What you need to do: Select from the records below every line that has the word "Щербакова" in it.

------ Record excerpts ------

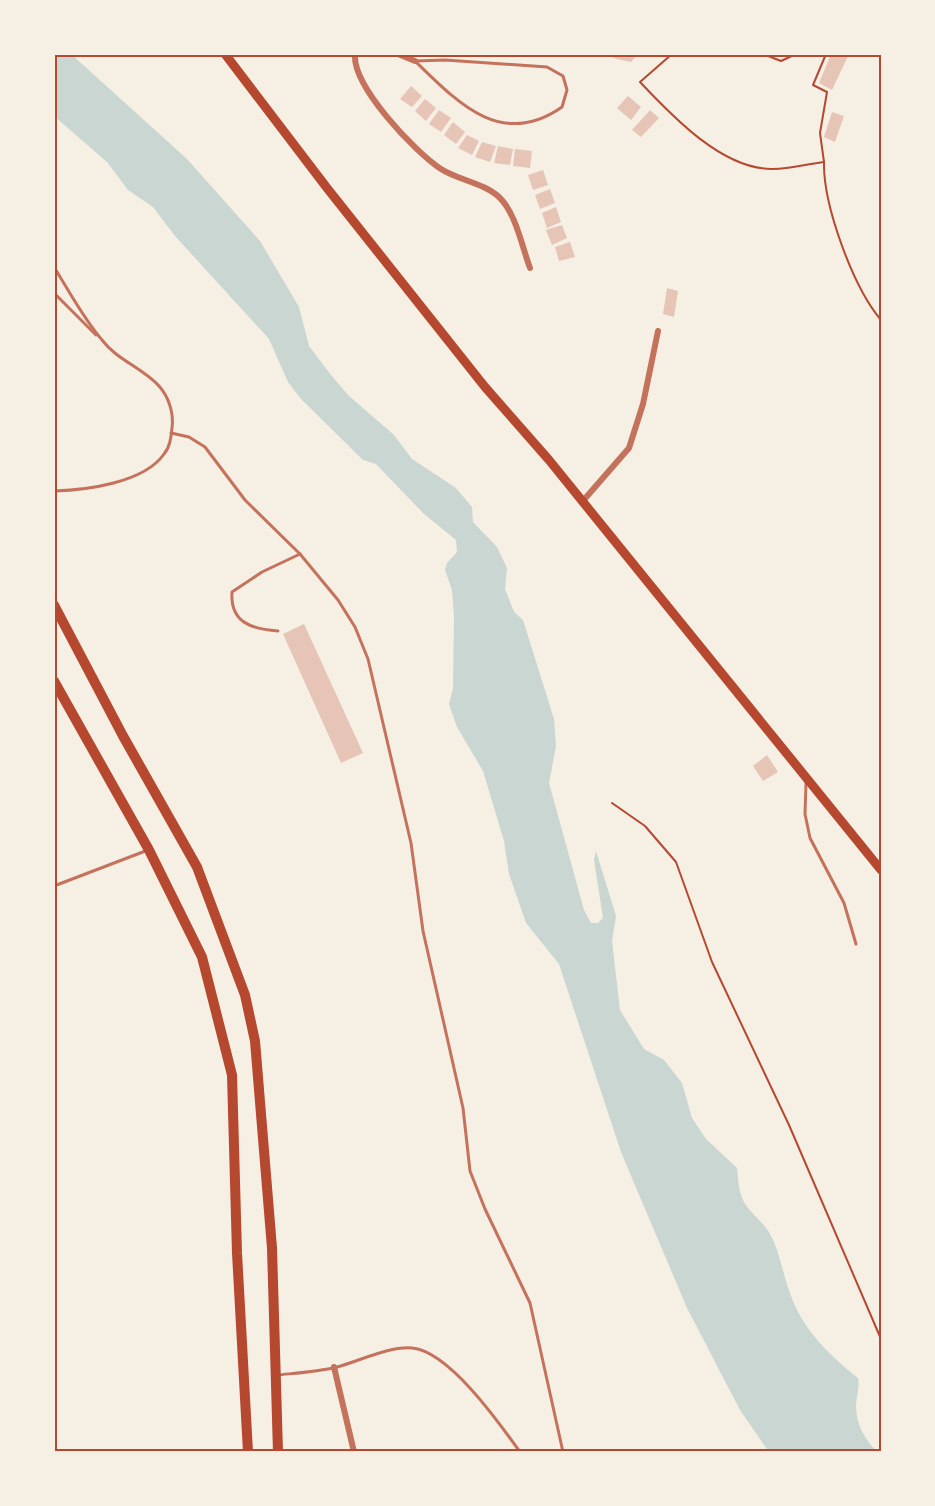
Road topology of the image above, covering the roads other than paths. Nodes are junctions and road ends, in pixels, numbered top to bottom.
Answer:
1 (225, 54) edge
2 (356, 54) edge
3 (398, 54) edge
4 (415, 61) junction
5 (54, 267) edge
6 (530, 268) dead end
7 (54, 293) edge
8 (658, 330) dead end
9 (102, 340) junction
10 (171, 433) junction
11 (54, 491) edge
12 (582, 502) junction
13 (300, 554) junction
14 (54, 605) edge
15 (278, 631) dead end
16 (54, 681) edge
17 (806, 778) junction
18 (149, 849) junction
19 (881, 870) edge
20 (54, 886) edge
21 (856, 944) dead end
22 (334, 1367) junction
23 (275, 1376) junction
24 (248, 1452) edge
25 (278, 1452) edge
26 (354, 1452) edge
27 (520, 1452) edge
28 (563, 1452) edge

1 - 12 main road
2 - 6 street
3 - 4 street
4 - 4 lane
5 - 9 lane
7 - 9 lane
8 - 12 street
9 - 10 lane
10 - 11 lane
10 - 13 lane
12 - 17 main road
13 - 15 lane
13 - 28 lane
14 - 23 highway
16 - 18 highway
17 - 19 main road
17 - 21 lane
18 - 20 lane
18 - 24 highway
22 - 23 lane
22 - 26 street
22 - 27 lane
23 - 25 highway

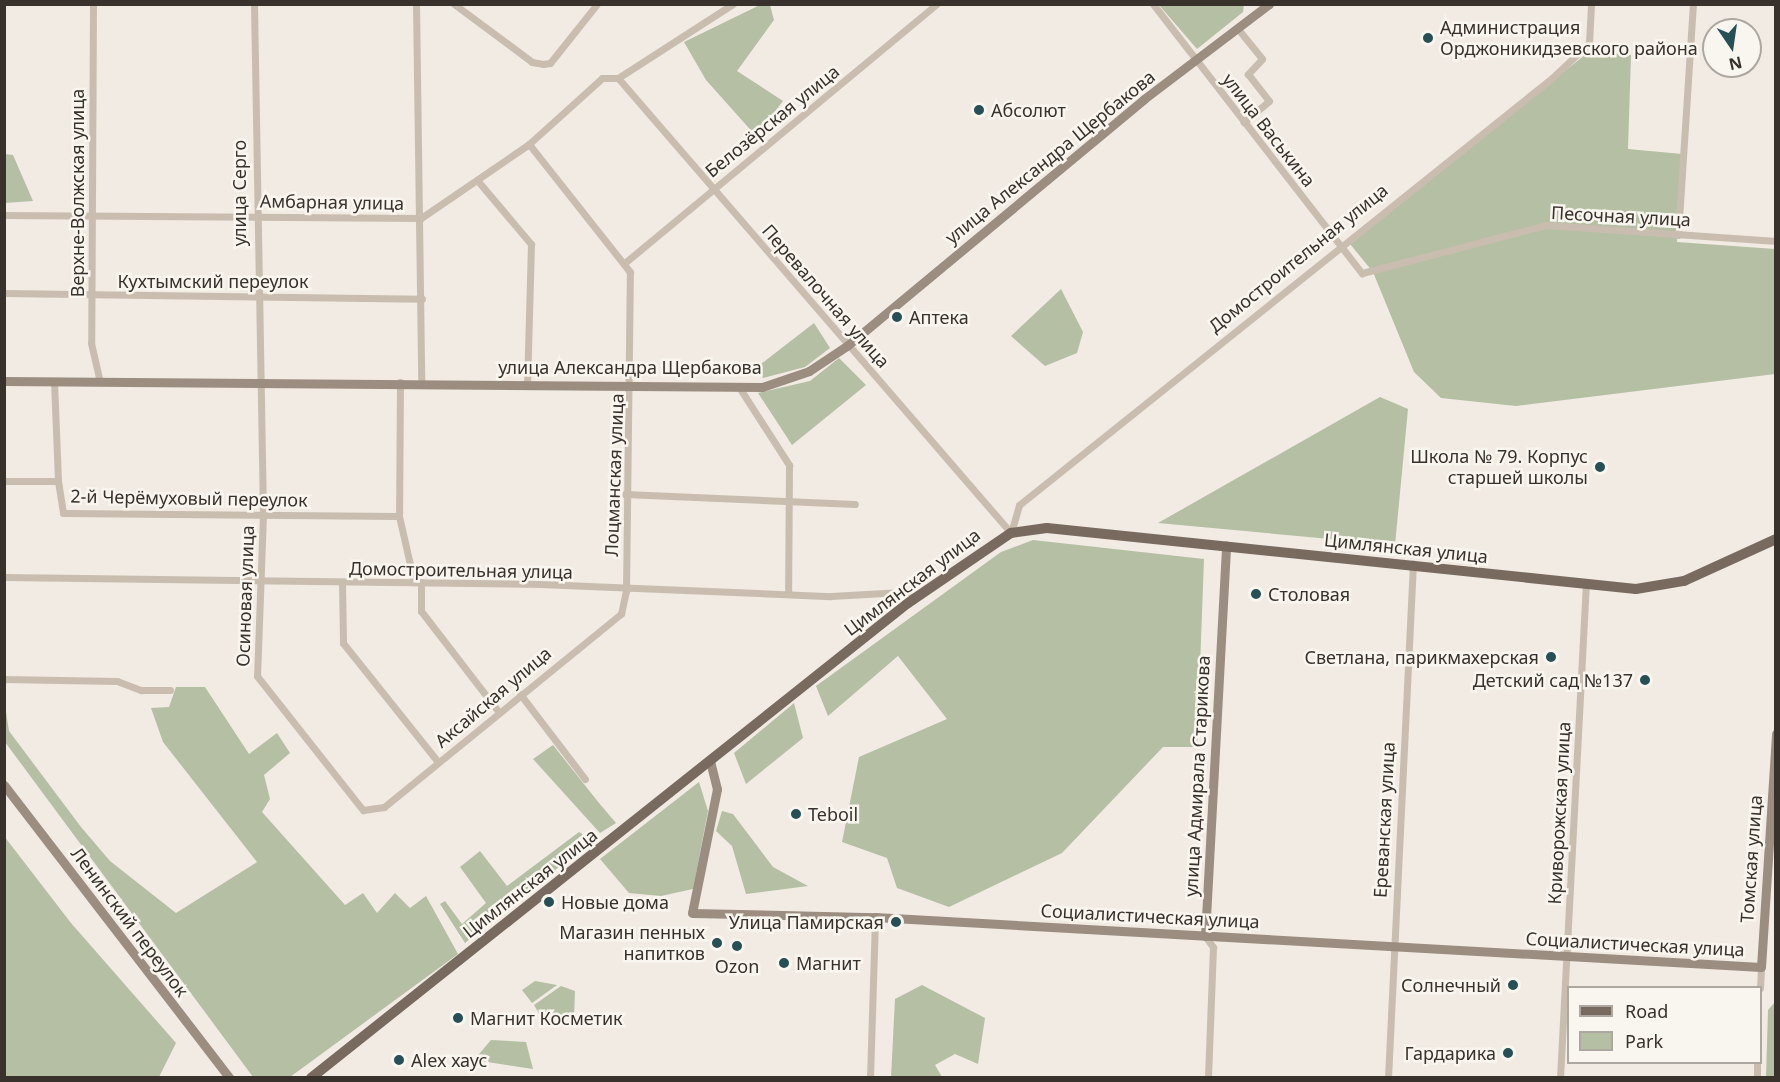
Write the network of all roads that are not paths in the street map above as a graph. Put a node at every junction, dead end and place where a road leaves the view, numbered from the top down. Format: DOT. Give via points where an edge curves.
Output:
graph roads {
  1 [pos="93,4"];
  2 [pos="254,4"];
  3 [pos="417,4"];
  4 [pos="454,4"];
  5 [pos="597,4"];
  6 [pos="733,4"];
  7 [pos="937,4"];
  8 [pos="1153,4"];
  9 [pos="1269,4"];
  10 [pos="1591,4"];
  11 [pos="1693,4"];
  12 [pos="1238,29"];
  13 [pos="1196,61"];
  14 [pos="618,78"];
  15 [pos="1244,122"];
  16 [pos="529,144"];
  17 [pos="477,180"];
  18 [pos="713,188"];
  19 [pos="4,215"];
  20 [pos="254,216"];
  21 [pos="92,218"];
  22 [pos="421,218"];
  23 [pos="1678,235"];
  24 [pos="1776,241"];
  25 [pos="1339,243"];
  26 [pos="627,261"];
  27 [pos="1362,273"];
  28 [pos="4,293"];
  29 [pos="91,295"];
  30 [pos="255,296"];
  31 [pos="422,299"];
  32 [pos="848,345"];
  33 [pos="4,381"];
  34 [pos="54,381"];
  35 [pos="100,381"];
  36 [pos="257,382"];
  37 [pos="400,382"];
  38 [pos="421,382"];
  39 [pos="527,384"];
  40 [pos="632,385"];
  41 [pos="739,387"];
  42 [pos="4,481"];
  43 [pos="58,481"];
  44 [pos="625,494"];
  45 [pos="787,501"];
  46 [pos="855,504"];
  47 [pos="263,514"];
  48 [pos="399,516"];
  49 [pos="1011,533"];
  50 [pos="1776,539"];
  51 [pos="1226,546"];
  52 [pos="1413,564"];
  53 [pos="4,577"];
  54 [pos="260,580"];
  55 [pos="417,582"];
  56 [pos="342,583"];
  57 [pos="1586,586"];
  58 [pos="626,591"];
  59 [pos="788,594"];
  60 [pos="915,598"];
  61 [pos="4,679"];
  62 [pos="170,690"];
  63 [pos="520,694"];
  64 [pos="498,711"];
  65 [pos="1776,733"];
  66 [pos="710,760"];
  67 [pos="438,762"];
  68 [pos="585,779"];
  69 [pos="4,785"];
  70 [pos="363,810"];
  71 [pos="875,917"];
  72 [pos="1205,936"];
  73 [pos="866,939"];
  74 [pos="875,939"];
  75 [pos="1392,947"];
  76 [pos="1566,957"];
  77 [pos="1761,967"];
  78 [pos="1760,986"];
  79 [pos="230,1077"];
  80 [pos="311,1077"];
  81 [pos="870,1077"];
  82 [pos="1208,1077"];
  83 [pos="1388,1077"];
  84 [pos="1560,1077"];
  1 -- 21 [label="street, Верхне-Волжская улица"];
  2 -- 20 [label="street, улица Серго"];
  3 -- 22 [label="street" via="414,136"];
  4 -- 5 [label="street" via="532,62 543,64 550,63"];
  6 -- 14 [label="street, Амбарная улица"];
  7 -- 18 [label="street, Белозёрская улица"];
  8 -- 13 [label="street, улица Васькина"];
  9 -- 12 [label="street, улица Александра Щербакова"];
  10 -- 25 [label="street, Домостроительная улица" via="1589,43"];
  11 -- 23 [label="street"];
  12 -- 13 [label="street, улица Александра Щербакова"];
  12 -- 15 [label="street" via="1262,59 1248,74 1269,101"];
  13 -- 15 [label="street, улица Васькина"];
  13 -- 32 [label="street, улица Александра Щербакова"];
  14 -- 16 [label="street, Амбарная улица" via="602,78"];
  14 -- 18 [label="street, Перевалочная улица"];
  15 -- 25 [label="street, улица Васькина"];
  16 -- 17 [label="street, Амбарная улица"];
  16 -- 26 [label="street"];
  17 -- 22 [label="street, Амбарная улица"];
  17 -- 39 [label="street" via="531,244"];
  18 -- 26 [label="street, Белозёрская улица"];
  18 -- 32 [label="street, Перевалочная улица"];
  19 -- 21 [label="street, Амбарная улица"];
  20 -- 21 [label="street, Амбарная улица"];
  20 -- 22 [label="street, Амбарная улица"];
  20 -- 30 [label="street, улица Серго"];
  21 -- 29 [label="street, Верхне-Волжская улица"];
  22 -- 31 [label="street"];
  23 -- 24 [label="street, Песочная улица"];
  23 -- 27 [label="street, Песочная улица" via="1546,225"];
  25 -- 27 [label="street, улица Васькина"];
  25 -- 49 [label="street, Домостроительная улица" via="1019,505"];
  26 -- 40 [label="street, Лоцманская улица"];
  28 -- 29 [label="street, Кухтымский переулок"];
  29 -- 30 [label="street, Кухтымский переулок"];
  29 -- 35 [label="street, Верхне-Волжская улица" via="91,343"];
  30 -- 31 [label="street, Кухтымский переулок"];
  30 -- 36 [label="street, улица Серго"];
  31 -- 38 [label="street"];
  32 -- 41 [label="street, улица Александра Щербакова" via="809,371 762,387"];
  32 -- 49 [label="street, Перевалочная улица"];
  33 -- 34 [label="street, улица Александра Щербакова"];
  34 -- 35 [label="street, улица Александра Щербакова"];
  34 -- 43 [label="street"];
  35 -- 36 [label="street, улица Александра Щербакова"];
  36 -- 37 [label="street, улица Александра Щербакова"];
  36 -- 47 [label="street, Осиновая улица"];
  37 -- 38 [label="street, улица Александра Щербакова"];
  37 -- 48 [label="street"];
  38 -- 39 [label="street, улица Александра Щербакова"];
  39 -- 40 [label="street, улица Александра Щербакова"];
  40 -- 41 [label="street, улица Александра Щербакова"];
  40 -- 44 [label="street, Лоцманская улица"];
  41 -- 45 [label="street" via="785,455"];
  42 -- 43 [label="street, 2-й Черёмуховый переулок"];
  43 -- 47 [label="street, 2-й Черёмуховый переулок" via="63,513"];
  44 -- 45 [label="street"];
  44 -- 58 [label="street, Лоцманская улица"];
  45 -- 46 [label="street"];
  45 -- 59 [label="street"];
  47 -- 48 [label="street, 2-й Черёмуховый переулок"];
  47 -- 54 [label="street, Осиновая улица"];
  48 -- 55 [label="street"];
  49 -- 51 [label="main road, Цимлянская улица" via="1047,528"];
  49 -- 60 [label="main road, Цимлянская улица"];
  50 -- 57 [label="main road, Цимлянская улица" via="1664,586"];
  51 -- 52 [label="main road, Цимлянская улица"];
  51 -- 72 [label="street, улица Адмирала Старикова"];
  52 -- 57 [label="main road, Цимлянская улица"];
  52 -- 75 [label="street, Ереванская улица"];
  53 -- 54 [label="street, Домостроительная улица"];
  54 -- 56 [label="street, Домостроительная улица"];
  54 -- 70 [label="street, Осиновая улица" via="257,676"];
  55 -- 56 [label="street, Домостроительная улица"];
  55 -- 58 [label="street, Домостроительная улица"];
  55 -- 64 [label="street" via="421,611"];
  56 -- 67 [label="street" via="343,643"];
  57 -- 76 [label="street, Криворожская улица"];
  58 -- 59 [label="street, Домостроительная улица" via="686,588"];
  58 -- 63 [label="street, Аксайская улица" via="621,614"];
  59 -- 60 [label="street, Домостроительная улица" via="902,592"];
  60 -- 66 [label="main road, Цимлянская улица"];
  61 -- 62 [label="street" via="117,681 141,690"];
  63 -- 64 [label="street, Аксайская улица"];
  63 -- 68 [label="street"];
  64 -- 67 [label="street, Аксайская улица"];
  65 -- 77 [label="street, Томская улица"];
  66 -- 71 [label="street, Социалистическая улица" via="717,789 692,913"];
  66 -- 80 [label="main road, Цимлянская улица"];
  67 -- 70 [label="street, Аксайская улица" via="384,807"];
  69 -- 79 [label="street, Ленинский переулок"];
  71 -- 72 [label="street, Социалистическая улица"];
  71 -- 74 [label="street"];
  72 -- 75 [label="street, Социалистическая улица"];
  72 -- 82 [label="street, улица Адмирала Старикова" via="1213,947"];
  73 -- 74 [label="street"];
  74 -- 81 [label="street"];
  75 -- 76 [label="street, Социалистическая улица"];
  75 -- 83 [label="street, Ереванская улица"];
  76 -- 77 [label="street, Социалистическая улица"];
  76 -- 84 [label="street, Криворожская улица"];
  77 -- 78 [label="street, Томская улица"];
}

------

Exercise output:
  9 -- 12 [label="street, улица Александра Щербакова"];
  12 -- 13 [label="street, улица Александра Щербакова"];
  13 -- 32 [label="street, улица Александра Щербакова"];
  32 -- 41 [label="street, улица Александра Щербакова" via="809,371 762,387"];
  33 -- 34 [label="street, улица Александра Щербакова"];
  34 -- 35 [label="street, улица Александра Щербакова"];
  35 -- 36 [label="street, улица Александра Щербакова"];
  36 -- 37 [label="street, улица Александра Щербакова"];
  37 -- 38 [label="street, улица Александра Щербакова"];
  38 -- 39 [label="street, улица Александра Щербакова"];
  39 -- 40 [label="street, улица Александра Щербакова"];
  40 -- 41 [label="street, улица Александра Щербакова"];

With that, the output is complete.